RECORD EXCERPTS.
= Beginning of Section =

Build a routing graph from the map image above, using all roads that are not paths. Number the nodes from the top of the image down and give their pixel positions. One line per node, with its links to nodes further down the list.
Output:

= End of Section =
= Beginning of Section =

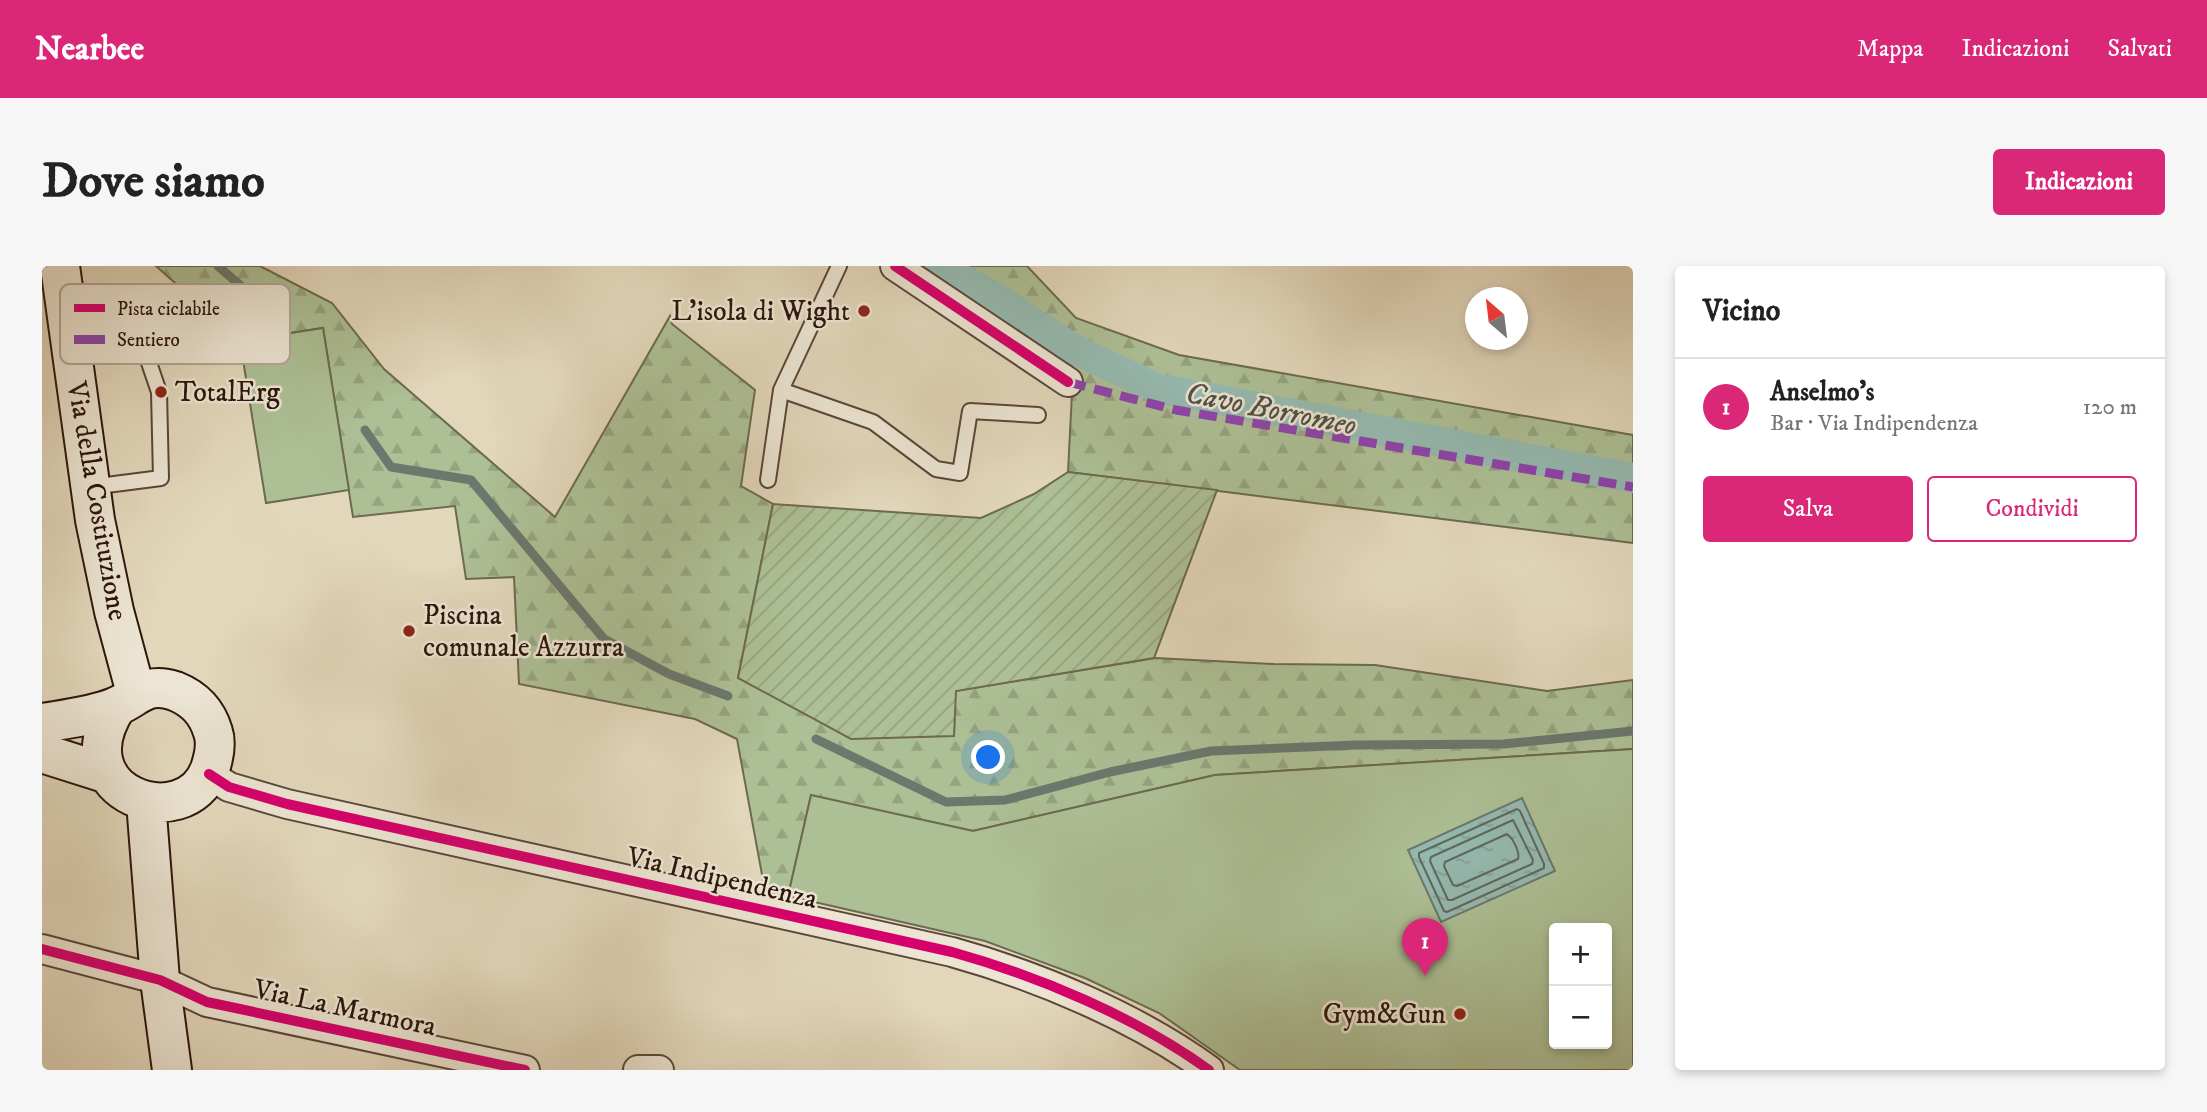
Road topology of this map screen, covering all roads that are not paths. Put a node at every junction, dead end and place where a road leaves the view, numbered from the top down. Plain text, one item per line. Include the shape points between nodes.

= End of Section =

PROBLEM STATEMENT. Every line that includes "paths" must be copied from the material above.

REPLY TO THE TASK.
Build a routing graph from the map image above, using all roads that are not paths. Number the nodes from the top of the image down and give their pixel positions. One line per node, with its links to nodes further down the list.
Road topology of this map screen, covering all roads that are not paths. Put a node at every junction, dead end and place where a road leaves the view, numbered from the top down. Plain text, one item per line. Include the shape points between nodes.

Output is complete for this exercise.